C’est l’occasion d’une génération pour le secteur portuaire dans le Bas-Saint-Laurent et en Gaspésie. À l’abandon depuis des années parce qu’Ottawa voulait s’en défaire, quatre ports auront droit à une cure de rajeunissement, urgente dans certains cas, ou à un agrandissement.

« On ne refera pas cela dans notre vie professionnelle », reconnaît Anne Dupéré, présidente-directrice générale de la Société portuaire du Bas-Saint-Laurent et de la Gaspésie, dans une récente entrevue avec La Presse lors de son passage à Montréal. « On sait que nos ports peuvent avoir de l’attractivité. »

Matane (81 millions), Rimouski (39 millions), Gros-Cacouna (10,7 millions) et Gaspé (7,8 millions) ont reçu environ 140 millions de Québec au printemps dernier. Avec son équipe, la Matanaise a peaufiné la planification des prochaines années.

Le défi est d’envergure puisque la situation varie d’un endroit à l’autre (voir plus bas). Si les ports de Gros-Cacouna et de Gaspé ont les yeux sur l’expansion de leur capacité d’entreposage, d’autres, comme Matane, ont du rattrapage à faire.

« Matane avait été déclaré en fin de vie par Transports Canada avant le transfert, souligne Mme Dupéré. Le quai ne pouvait même pas accueillir un camion. La capacité portante avait été déclarée à zéro de manière préventive. »

Un besoin d’amour

Depuis l’adoption de la Politique maritime nationale, en 1995, le gouvernement fédéral a transféré des ports ainsi que d’autres biens maritimes à des provinces et à des collectivités locales. Matane, Rimouski, Gros-Cacouna et Gaspé figuraient sur la liste.

La Société n’a pas l’ambition d’empiéter sur les plates-bandes d’installations comme celles de Montréal, de Québec et de Trois-Rivières, mais veut plutôt déployer des projets qui répondent aux besoins des acteurs locaux. Cela ne semblait pas être au cœur des priorités d’Ottawa, selon Mme Dupéré.

Transports Canada voulait s’en départir depuis 1995. C’est comme quand tu veux vendre ta maison et qu’elle ne se vend pas. Tu n’as peut-être pas le goût d’investir. Une entreprise vient te voir pour un projet, mais il n’y a pas d’écoute et d’intérêt. Nous, on a les liens avec le milieu.
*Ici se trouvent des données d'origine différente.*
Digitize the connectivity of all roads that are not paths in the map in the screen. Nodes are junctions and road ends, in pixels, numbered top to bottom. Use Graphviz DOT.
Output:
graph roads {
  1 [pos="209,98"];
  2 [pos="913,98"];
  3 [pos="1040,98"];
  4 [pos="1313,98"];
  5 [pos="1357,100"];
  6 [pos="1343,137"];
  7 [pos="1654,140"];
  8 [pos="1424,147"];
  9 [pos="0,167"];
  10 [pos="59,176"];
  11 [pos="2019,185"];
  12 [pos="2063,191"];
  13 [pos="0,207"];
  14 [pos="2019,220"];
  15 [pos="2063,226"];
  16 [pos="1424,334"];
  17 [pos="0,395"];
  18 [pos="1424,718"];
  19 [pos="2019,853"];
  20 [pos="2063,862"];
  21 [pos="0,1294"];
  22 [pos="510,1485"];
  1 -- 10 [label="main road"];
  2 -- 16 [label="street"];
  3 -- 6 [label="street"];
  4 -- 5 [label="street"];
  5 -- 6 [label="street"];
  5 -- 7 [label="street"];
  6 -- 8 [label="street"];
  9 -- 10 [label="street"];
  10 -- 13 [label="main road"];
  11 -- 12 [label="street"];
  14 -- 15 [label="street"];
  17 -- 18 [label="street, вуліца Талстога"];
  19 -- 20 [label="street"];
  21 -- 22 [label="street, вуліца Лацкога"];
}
Anne Dupéré, présidente-directrice générale de la Société portuaire du Bas-Saint-Laurent et de la Gaspésie

Les changements ne s’observeront toutefois pas du jour au lendemain, prévient Mme Dupéré. Le plan stratégique en est à ses balbutiements. Par exemple, à Matane, le réaménagement s’effectuera sur une décennie.

Brian Slack, professeur émérite à l’Université Concordia et spécialiste du transport maritime, estime que la somme consentie aux quatre ports est « considérable ».

« Ces infrastructures remplissent des fonctions locales et jouent des rôles importants », explique l’expert, dans un courriel à La Presse, en s’interrogeant toutefois sur la viabilité actuelle des ports sous l’égide de la Société.

Le transfert des quatre ports s’était accompagné d’une compensation financière d’environ 150 millions accordée au gouvernement du Québec. Cette enveloppe finance 60 % des investissements annoncés au printemps dernier. Le reste de l’argent provient du gouvernement Legault.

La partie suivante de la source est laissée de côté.